Page 73 - El club de los que sobran
P. 73
—¿Idea mía o no te pescó cuando le preguntaste qué estaba haciendo? —le pregunté a
Pablo.
—¿Quieres que te mate?
—Debe ser penca que tu polola no te tome en cuenta.
—Una más y te meto dentro de ese carro para que te saquen por las mangueras.
—Si me preguntas a mí, Pablo, te diría lo que le escuchábamos al papá cuando veía a
un tipo feo con una mujer bonita: poca carne para tan poco gato.
Me aforró una patada que casi me levanta por el aire. Me la merecía, pero no por eso
me iba a quedar sin hacer nada, así que le salté a la yugular como vampiro, pero sin
maquillaje y sin tanto llanto como los de Crepúsculo. A los pocos segundos, éramos una
sola masa, tirados en el suelo, yo tratando de neutralizarlo y él encima de mí,
advirtiéndome que si se le daba la gana, me dejaba inconsciente.
Chupete nos trató de separar, pero ni siquiera nos dimos un segundo para tomarlo en
cuenta.
Hacía tiempo que no me peleaba con mi hermano. Yo creo que de vez en cuando hace
bien. Ojalá mi mamá no se entere de esto, pero está claro que a veces un hermano mayor
no entiende con palabras. Tampoco un hermano menor, y supongo que por eso con Pablo
nos golpeamos con tantas ganas.
Yo creo que si la Dominga no hubiera salido del cuartel, en una de esas seguíamos toda
la tarde. Pero ya se habrán dado cuenta de quién manda en esta historia.
Ella ni siquiera nos dio tiempo para sacudirnos el polvo. Caminó en dirección a Sucre y
luego desapareció hacia el poniente, es decir, a nuestro querido barrio.

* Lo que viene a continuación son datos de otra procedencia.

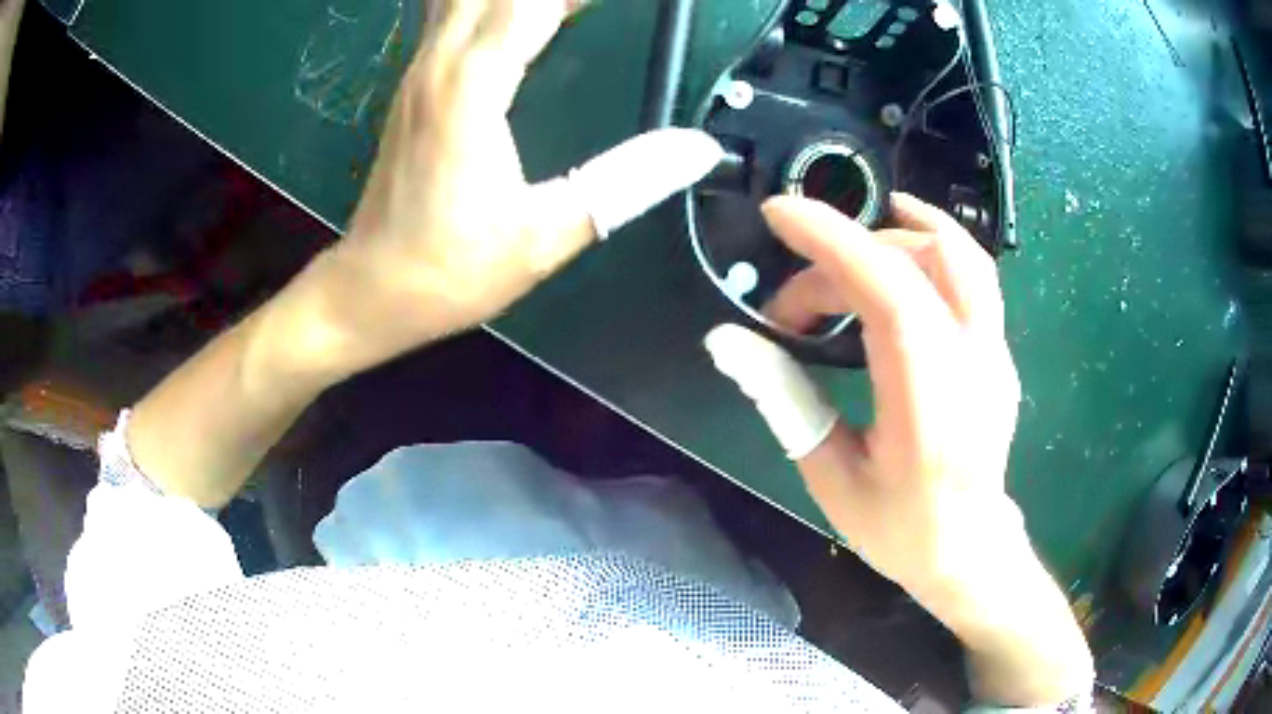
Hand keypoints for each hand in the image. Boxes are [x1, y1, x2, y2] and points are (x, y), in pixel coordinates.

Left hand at [283, 0, 721, 379]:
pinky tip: (524, 16)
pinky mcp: (415, 84)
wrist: (371, 290)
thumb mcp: (544, 236)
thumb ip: (625, 183)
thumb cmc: (450, 271)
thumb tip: (698, 148)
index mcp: (469, 89)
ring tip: (570, 11)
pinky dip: (493, 4)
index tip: (618, 6)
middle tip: (596, 10)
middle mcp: (439, 63)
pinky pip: (453, 14)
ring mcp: (420, 70)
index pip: (531, 4)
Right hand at [710, 193, 1020, 589]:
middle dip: (841, 261)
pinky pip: (974, 276)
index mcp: (928, 404)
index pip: (889, 292)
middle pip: (915, 264)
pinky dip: (930, 247)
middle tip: (795, 306)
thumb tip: (728, 342)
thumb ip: (784, 400)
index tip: (779, 215)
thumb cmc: (900, 527)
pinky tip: (901, 251)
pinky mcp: (998, 350)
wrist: (970, 549)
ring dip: (896, 235)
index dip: (832, 241)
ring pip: (958, 255)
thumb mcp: (830, 477)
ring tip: (847, 243)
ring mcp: (995, 352)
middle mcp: (973, 363)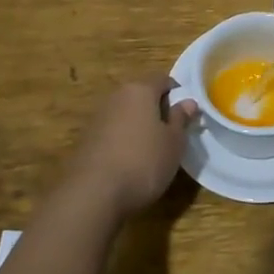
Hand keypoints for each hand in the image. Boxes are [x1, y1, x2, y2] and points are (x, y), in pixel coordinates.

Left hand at [64, 75, 197, 218]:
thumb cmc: (143, 162)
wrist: (93, 194)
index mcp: (140, 90)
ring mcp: (98, 117)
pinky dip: (122, 140)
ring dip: (138, 125)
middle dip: (156, 109)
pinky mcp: (86, 139)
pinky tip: (129, 162)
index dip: (177, 92)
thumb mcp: (174, 143)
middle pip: (141, 94)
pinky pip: (112, 131)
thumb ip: (181, 119)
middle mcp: (116, 97)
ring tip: (151, 149)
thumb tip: (188, 101)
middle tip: (171, 131)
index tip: (186, 112)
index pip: (162, 79)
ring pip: (125, 113)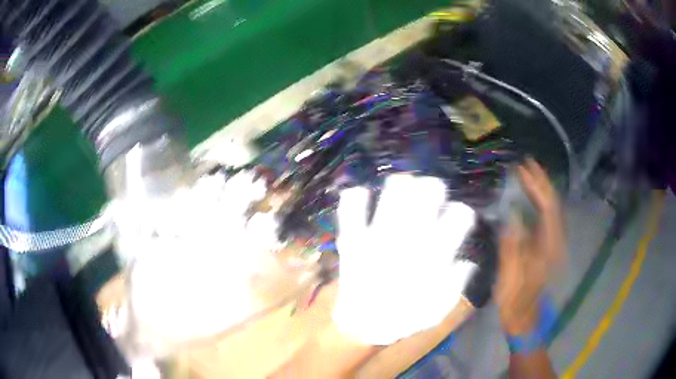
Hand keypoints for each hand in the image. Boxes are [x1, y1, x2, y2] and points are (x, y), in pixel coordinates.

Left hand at [333, 174, 477, 345]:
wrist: (361, 326)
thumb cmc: (403, 317)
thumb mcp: (438, 309)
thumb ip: (456, 284)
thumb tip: (468, 261)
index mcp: (434, 255)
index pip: (460, 216)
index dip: (461, 214)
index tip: (456, 220)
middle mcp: (410, 238)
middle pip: (429, 191)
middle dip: (432, 189)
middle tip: (429, 197)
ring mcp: (379, 234)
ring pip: (394, 190)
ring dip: (402, 186)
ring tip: (403, 192)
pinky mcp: (354, 238)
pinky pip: (351, 206)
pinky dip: (357, 197)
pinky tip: (364, 198)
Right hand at [495, 159, 564, 334]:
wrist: (524, 317)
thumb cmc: (515, 300)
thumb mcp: (510, 276)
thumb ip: (512, 245)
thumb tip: (511, 215)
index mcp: (548, 248)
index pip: (548, 208)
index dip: (537, 186)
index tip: (523, 169)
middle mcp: (555, 242)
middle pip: (553, 204)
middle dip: (542, 181)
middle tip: (527, 163)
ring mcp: (552, 244)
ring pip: (552, 209)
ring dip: (542, 189)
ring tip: (528, 173)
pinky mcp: (547, 246)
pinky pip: (546, 217)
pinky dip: (540, 202)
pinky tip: (531, 196)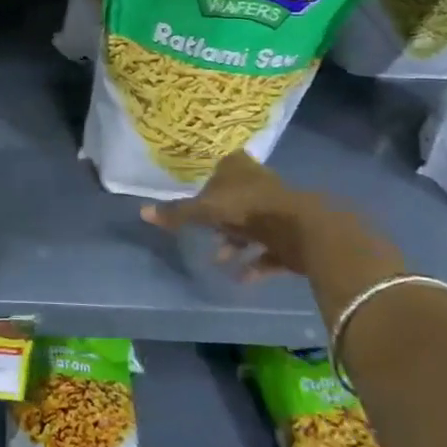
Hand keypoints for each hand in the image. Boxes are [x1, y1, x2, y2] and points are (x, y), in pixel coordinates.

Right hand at [141, 150, 396, 280]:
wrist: (304, 229)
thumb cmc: (249, 208)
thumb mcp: (206, 211)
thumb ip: (177, 213)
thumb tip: (142, 212)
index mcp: (239, 168)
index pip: (222, 167)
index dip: (210, 182)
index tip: (198, 198)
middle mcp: (259, 184)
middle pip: (235, 198)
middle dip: (220, 219)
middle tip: (204, 233)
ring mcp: (278, 210)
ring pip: (251, 226)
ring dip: (235, 244)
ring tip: (219, 260)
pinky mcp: (292, 237)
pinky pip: (268, 252)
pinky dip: (254, 265)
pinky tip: (240, 279)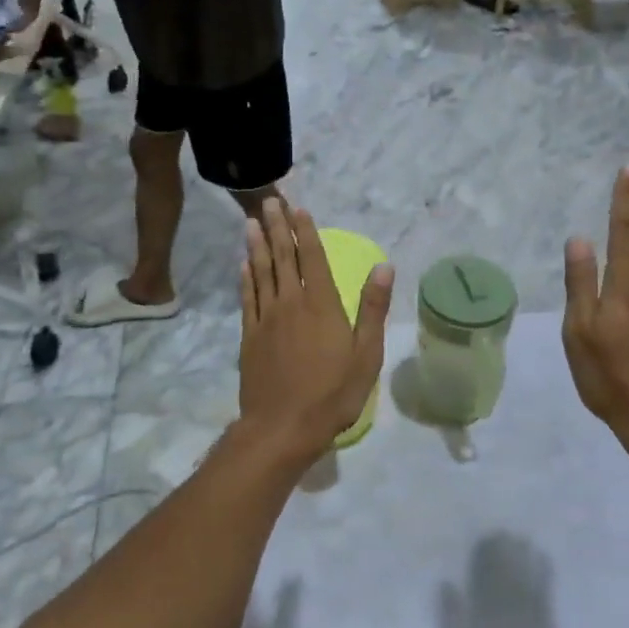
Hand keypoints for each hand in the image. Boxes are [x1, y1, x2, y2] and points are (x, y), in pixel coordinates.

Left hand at [239, 200, 394, 456]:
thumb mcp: (366, 354)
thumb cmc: (333, 394)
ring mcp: (266, 318)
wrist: (282, 427)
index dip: (306, 231)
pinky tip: (244, 263)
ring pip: (261, 271)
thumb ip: (373, 308)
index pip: (314, 258)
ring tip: (252, 221)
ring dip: (257, 244)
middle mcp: (291, 302)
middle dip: (278, 227)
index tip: (299, 208)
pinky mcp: (249, 335)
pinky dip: (245, 276)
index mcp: (322, 304)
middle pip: (283, 257)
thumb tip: (384, 267)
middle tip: (269, 200)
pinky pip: (247, 297)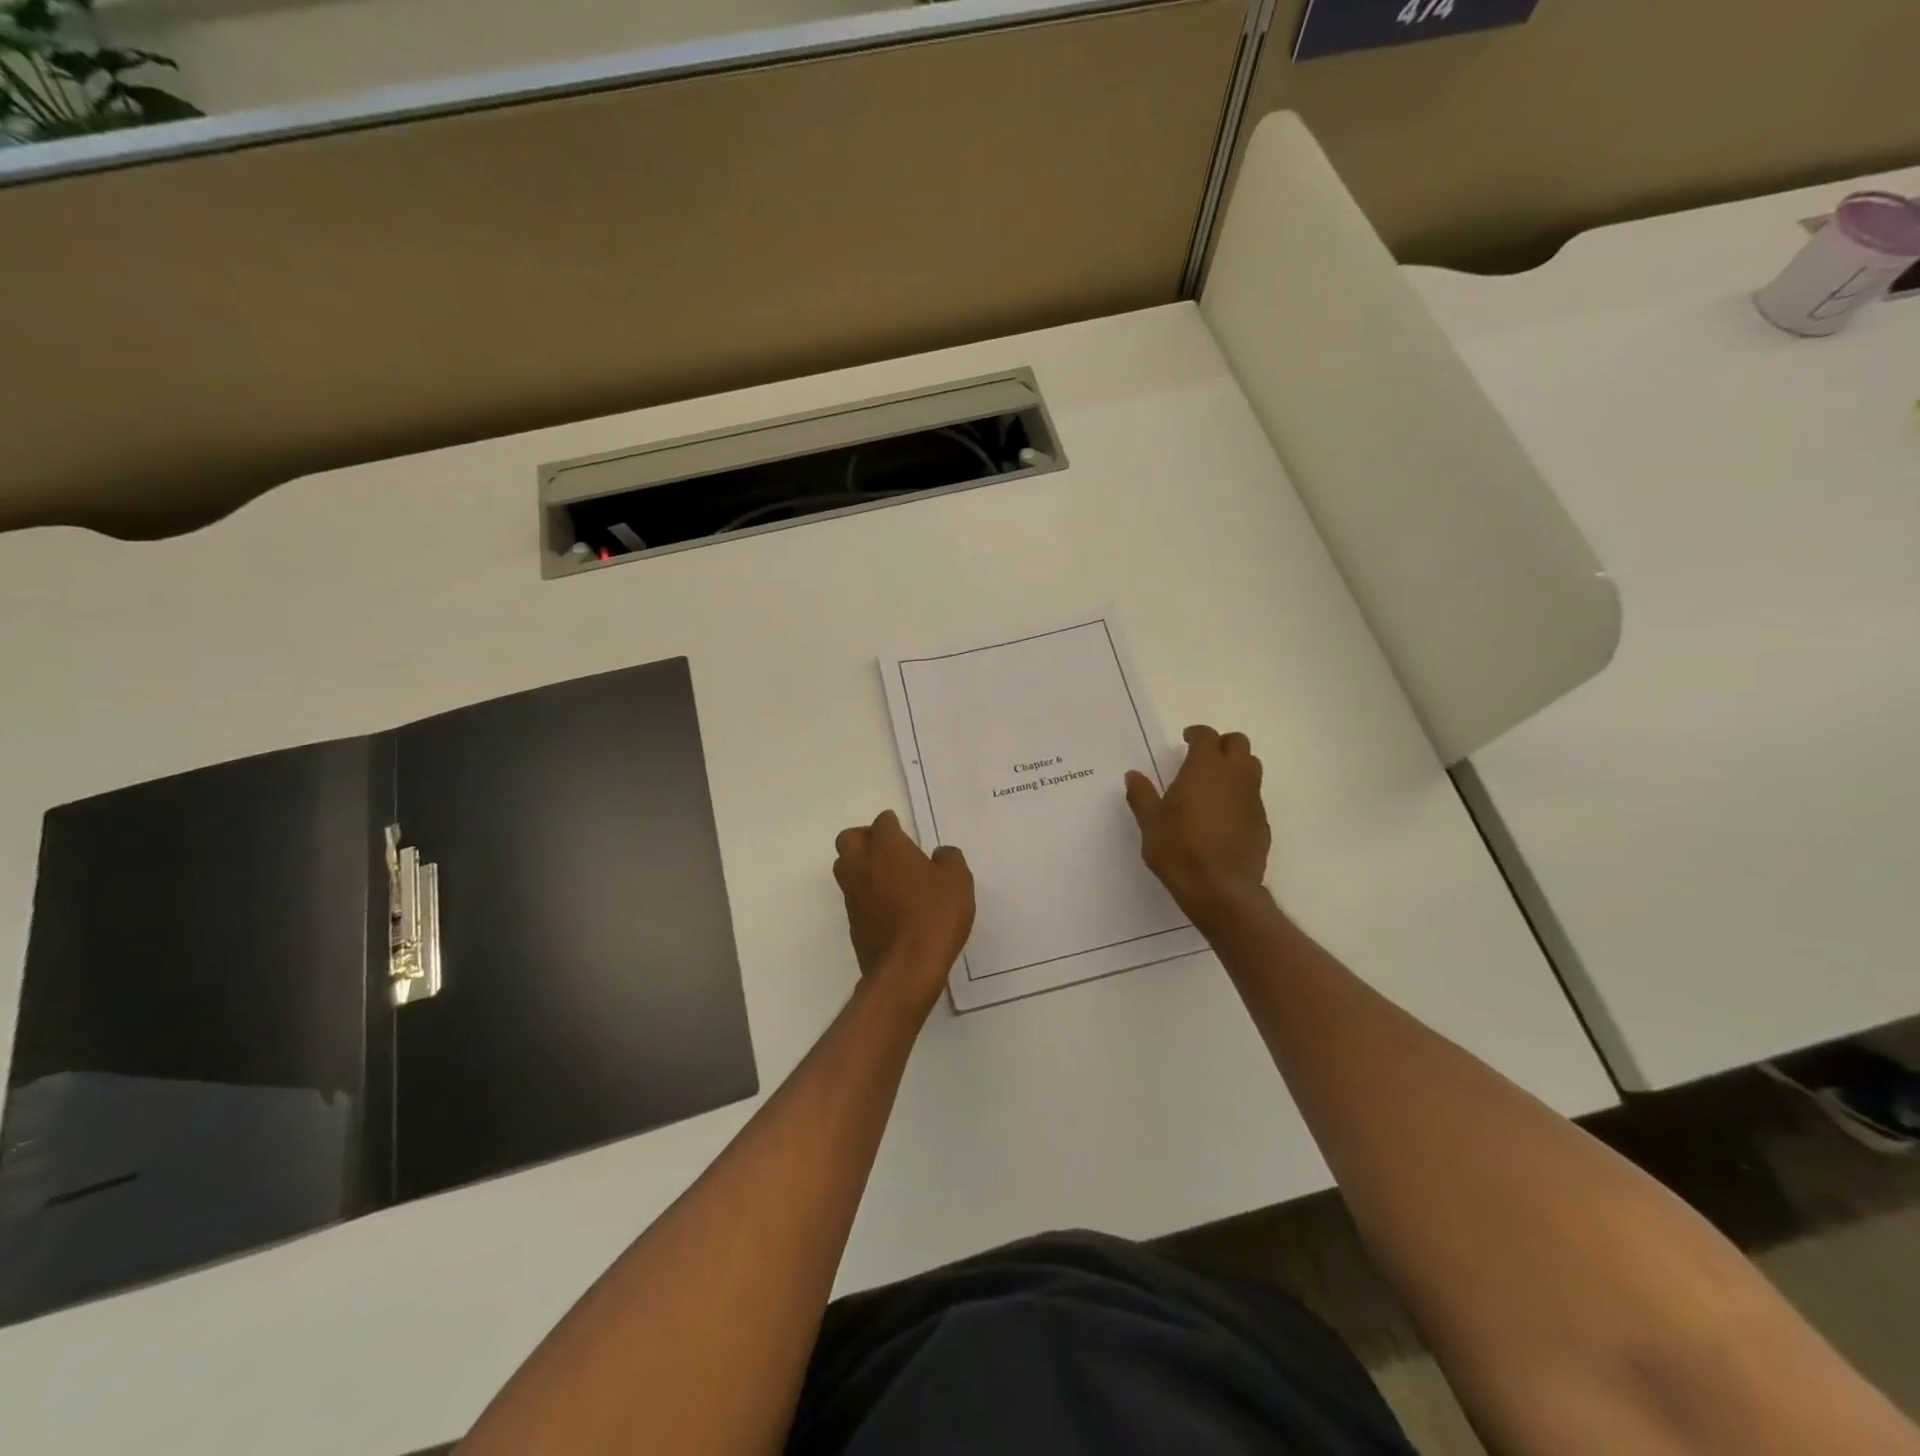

Y nosotros tres, para variar, fuimos detrás de ella.
* * *
La Dominga prendió su IPod, se puso los audífonos y caminó… caminó y caminó. En
esos tres «caminó» recorrió varias cuadras, y aunque Pablo se acercó a hablarle, estoy
seguro de que ella ni siquiera le dio la hora. De hecho, en Manuel Montt, Pablo se dio
vuelta y nos miró a Chupete y a mí con tanto odio, que por un par de segundos le tuve
miedo. Luego me acordé de su cara cuando la Dominga entró al cuartel, y entonces me
morí de la risa.
En Sucre esquina Tegualda, ella se detuvo. De su bolsillo trasero sacó un mapa y lo
estudió detenidamente. Fue el momento en que nos atrevimos a acercarnos. Parecía
murmurar algo; algo que ninguno de nosotros podía entender.
—¿Qué onda? —pregunté.
—Nada —dijo ella.
—¿Cómo que nada? —Pablo se escuchó enojado—. Sales del cuartel y no nos dices ni
una palabra.
—Mirá, cuando salí, vos y Gabriel se estaban matando a trompadas. ¿Qué se suponía
que tenía que hacer?
—No sé… algo.
Pobre de mi hermano, tan bacán y sabelotodo, pero cuando está frente a una mujer
como la Dominga parece un niñito de kínder.
Ella sonrió. De ira, pensé yo. Luego imaginé que a continuación le iba a dar una
cachetada, pero en vez de eso, le acarició la cara.